What a great week to be a Lasallian! At the beginning of the week we had the canonization of Brother Solomon Le Clercq. Brother Solomon was martyred during the French Revolution, the first follower of Saint la Salle to be martyred. His canonization is an important event in our Lasallian world.
And today as we end the week we come to the final day of the International Lasallian Days for Peace, which began a month ago on September 21. So this morning we say “yes” to the morning, and we say “yes” to peace.
My own involvement with the issue of peace began in this very school in the early 1960s. Wise teachers introduced me to the work of Dorothy Day and Thomas Merton, two of the great Americans praised by Pope Francis during his visit to Washington. But in those days the work of these two was not widely accepted. In fact, in Merton’s case, his superiors in the Trappist order, forbade him to publish work about war and peace.
The issue of peace was very much on the minds of me and my friends, and not only because of what we were reading.
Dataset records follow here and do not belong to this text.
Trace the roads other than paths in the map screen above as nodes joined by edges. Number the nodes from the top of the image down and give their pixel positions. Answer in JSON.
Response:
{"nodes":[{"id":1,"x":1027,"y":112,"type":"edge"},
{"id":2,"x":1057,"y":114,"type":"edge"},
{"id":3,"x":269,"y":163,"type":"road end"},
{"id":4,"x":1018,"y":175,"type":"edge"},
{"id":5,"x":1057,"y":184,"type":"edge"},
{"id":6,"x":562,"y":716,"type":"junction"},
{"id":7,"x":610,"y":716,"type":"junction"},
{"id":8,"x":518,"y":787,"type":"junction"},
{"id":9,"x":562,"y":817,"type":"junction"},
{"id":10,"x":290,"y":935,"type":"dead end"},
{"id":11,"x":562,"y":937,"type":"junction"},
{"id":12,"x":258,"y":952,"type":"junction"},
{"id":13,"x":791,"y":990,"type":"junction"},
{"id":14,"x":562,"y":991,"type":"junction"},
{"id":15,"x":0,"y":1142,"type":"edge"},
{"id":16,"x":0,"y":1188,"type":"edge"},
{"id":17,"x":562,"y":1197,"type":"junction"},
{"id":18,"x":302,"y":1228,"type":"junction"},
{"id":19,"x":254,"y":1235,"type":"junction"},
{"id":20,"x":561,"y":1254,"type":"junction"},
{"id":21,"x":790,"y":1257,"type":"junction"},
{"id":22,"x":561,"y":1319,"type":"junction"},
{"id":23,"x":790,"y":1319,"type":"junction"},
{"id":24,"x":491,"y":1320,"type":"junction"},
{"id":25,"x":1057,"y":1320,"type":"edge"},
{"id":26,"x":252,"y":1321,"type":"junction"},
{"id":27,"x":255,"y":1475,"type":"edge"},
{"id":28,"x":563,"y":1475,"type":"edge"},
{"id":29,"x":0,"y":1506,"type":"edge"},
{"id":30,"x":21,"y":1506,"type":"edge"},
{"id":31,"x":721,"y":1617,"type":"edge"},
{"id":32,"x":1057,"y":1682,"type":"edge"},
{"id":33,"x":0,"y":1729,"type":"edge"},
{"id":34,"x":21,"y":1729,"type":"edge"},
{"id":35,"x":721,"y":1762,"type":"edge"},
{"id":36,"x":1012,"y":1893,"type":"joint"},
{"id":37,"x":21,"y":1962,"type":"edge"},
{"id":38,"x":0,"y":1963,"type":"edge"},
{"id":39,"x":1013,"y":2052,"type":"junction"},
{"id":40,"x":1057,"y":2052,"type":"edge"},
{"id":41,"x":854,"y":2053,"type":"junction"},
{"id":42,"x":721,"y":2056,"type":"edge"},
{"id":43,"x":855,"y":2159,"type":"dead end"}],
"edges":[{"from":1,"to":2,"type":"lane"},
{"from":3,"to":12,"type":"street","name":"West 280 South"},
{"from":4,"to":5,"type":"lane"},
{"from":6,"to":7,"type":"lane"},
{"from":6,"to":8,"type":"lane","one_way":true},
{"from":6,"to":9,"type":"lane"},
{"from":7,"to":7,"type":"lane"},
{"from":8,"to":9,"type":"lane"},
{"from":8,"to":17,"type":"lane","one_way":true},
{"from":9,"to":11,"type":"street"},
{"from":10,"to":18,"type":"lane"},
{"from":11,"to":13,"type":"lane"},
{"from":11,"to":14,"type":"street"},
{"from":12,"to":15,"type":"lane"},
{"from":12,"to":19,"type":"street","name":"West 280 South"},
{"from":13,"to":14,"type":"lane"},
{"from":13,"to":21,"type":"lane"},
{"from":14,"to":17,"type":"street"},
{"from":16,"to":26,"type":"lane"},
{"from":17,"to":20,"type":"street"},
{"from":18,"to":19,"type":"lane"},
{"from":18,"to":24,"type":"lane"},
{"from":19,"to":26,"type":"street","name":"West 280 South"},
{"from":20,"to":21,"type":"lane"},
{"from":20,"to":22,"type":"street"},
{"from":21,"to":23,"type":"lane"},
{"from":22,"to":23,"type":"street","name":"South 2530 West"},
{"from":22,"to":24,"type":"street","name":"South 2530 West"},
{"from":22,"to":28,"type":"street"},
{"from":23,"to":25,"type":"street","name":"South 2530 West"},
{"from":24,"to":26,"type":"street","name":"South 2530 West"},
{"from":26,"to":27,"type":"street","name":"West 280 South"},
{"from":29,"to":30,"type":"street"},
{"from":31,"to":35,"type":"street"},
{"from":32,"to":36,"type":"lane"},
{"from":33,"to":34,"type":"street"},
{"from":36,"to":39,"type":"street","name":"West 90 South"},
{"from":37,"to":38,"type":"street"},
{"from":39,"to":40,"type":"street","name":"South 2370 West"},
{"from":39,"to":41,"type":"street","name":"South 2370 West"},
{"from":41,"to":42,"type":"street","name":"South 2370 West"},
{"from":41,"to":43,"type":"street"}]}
There was the Cuban missile crisis, and then the growing Vietnam War, with its daily “body counts.” It was a time of great tension. And then there was the draft, with nearly every American family aware that the next draftee could be a son, brother, or cousin.
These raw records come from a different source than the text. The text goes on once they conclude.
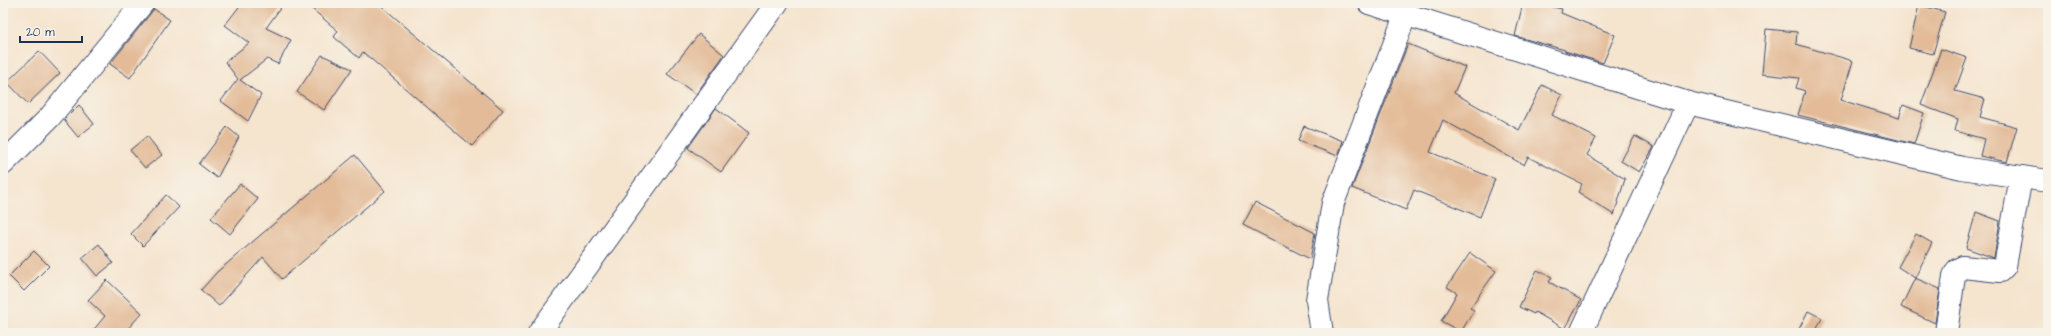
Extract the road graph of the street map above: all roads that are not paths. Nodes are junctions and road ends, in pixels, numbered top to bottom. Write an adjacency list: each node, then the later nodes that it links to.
1 (143, 3): 6 (street)
2 (777, 3): 9 (street)
3 (1369, 3): 4 (street)
4 (1405, 16): 5 (street); 10 (street)
5 (1688, 103): 7 (street); 11 (street)
6 (3, 164)
7 (2021, 177): 8 (street); 12 (street)
8 (2048, 181)
9 (539, 333)
10 (1322, 333)
11 (1581, 333)
12 (1946, 333)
There was also the Second Vatican Council, with a strong prohibition (the Council’s only prohibition) of the bombing of innocent civilians. The Council Fathers also wrote positive statements about conscientious objection, to which I was being drawn.
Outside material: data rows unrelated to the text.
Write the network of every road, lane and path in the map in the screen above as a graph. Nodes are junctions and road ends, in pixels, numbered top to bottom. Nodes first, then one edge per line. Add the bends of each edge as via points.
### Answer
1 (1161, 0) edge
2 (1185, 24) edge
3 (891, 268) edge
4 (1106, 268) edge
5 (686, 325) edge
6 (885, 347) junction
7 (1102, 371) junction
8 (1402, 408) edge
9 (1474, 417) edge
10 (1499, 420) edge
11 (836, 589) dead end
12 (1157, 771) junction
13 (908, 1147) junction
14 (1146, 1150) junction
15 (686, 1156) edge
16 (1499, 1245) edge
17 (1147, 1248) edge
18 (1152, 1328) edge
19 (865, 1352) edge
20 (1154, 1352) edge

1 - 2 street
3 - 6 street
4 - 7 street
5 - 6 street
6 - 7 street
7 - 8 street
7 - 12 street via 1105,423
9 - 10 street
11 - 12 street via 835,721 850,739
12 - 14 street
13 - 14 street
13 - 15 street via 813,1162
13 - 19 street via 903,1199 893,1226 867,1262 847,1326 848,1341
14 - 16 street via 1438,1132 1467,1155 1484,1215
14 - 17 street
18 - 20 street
After much reading and prayer and thought, I became a conscientious objector, immediately lost my student deferment, and served as an unarmed field medic.
And you, students of the current generation, are also living in a time of war – many wars. Yet it seems so easy today to keep the problem of war at arm’s length. Not so much tension here at home. No draft.
Let us try to keep the tragic violence of war on our minds – today, and all days. Let us be peacemakers, in our families, in our classrooms, on our playing fields. Let us find ways to live in solidarity with the victims of war and other violence, through prayer and hospitality and almsgiving. And we must not forget to pray for, and try to love those who do violence, who wage war. This Jesus commanded of us. These sincere efforts will help His Kingdom come.
Let us pray.
Creator God, we, your creatures, are often proud, and weak, and lazy. Help us to find the humility, the strength, and the vigor to be peacemakers, and to be your loving presence in our messy world.
Saint John Baptist de La Salle, pray for us.
Live, Jesus, in our hearts. Forever!